PROBLEM TO WORK ON | Retype everything in the listing, leaving each line exactly as it is.

STORED DATA |
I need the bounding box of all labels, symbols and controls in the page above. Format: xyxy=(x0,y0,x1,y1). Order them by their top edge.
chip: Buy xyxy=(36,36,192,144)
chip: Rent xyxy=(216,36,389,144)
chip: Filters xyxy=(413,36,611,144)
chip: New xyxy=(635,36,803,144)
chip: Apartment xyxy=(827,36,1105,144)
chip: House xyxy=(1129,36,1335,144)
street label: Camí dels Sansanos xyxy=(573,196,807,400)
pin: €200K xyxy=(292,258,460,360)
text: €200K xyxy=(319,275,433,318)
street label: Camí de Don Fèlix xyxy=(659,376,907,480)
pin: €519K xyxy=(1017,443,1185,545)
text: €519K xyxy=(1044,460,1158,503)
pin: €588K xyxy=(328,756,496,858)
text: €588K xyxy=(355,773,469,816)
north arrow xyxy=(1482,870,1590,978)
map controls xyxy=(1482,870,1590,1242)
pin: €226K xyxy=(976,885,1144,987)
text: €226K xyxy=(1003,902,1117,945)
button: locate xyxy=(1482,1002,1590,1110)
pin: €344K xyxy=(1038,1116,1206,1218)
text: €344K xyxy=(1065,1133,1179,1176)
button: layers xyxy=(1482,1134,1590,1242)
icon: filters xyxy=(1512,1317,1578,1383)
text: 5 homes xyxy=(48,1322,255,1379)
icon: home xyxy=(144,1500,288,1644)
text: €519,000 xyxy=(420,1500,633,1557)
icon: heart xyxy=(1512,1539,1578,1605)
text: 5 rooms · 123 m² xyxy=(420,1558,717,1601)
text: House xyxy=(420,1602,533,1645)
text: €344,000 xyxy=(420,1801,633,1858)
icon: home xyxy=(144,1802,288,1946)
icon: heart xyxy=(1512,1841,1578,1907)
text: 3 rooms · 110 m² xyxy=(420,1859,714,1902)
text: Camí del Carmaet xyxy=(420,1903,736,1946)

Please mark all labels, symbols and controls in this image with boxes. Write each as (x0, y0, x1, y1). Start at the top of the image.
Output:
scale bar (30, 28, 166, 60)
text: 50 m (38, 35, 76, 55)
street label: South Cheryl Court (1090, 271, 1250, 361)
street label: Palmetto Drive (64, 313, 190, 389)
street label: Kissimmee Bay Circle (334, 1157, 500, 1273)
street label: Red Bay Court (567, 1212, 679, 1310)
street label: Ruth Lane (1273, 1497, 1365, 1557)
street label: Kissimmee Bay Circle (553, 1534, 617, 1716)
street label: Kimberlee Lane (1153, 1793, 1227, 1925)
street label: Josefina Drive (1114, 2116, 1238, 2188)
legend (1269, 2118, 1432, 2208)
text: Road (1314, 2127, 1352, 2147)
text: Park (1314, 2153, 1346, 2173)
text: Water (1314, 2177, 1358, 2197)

TASK RESPONSE |
I need the bounding box of all labels, symbols and controls in the page above. Format: xyxy=(x0,y0,x1,y1). Order them by their top edge.
chip: Buy xyxy=(36,36,192,144)
chip: Rent xyxy=(216,36,389,144)
chip: Filters xyxy=(413,36,611,144)
chip: New xyxy=(635,36,803,144)
chip: Apartment xyxy=(827,36,1105,144)
chip: House xyxy=(1129,36,1335,144)
street label: Camí dels Sansanos xyxy=(573,196,807,400)
pin: €200K xyxy=(292,258,460,360)
text: €200K xyxy=(319,275,433,318)
street label: Camí de Don Fèlix xyxy=(659,376,907,480)
pin: €519K xyxy=(1017,443,1185,545)
text: €519K xyxy=(1044,460,1158,503)
pin: €588K xyxy=(328,756,496,858)
text: €588K xyxy=(355,773,469,816)
north arrow xyxy=(1482,870,1590,978)
map controls xyxy=(1482,870,1590,1242)
pin: €226K xyxy=(976,885,1144,987)
text: €226K xyxy=(1003,902,1117,945)
button: locate xyxy=(1482,1002,1590,1110)
pin: €344K xyxy=(1038,1116,1206,1218)
text: €344K xyxy=(1065,1133,1179,1176)
button: layers xyxy=(1482,1134,1590,1242)
icon: filters xyxy=(1512,1317,1578,1383)
text: 5 homes xyxy=(48,1322,255,1379)
icon: home xyxy=(144,1500,288,1644)
text: €519,000 xyxy=(420,1500,633,1557)
icon: heart xyxy=(1512,1539,1578,1605)
text: 5 rooms · 123 m² xyxy=(420,1558,717,1601)
text: House xyxy=(420,1602,533,1645)
text: €344,000 xyxy=(420,1801,633,1858)
icon: home xyxy=(144,1802,288,1946)
icon: heart xyxy=(1512,1841,1578,1907)
text: 3 rooms · 110 m² xyxy=(420,1859,714,1902)
text: Camí del Carmaet xyxy=(420,1903,736,1946)

Please mark all labels, symbols and controls in this image with boxes. Write each as (x0, y0, x1, y1). Start at the top of the image.
Output:
scale bar (30, 28, 166, 60)
text: 50 m (38, 35, 76, 55)
street label: South Cheryl Court (1090, 271, 1250, 361)
street label: Palmetto Drive (64, 313, 190, 389)
street label: Kissimmee Bay Circle (334, 1157, 500, 1273)
street label: Red Bay Court (567, 1212, 679, 1310)
street label: Ruth Lane (1273, 1497, 1365, 1557)
street label: Kissimmee Bay Circle (553, 1534, 617, 1716)
street label: Kimberlee Lane (1153, 1793, 1227, 1925)
street label: Josefina Drive (1114, 2116, 1238, 2188)
legend (1269, 2118, 1432, 2208)
text: Road (1314, 2127, 1352, 2147)
text: Park (1314, 2153, 1346, 2173)
text: Water (1314, 2177, 1358, 2197)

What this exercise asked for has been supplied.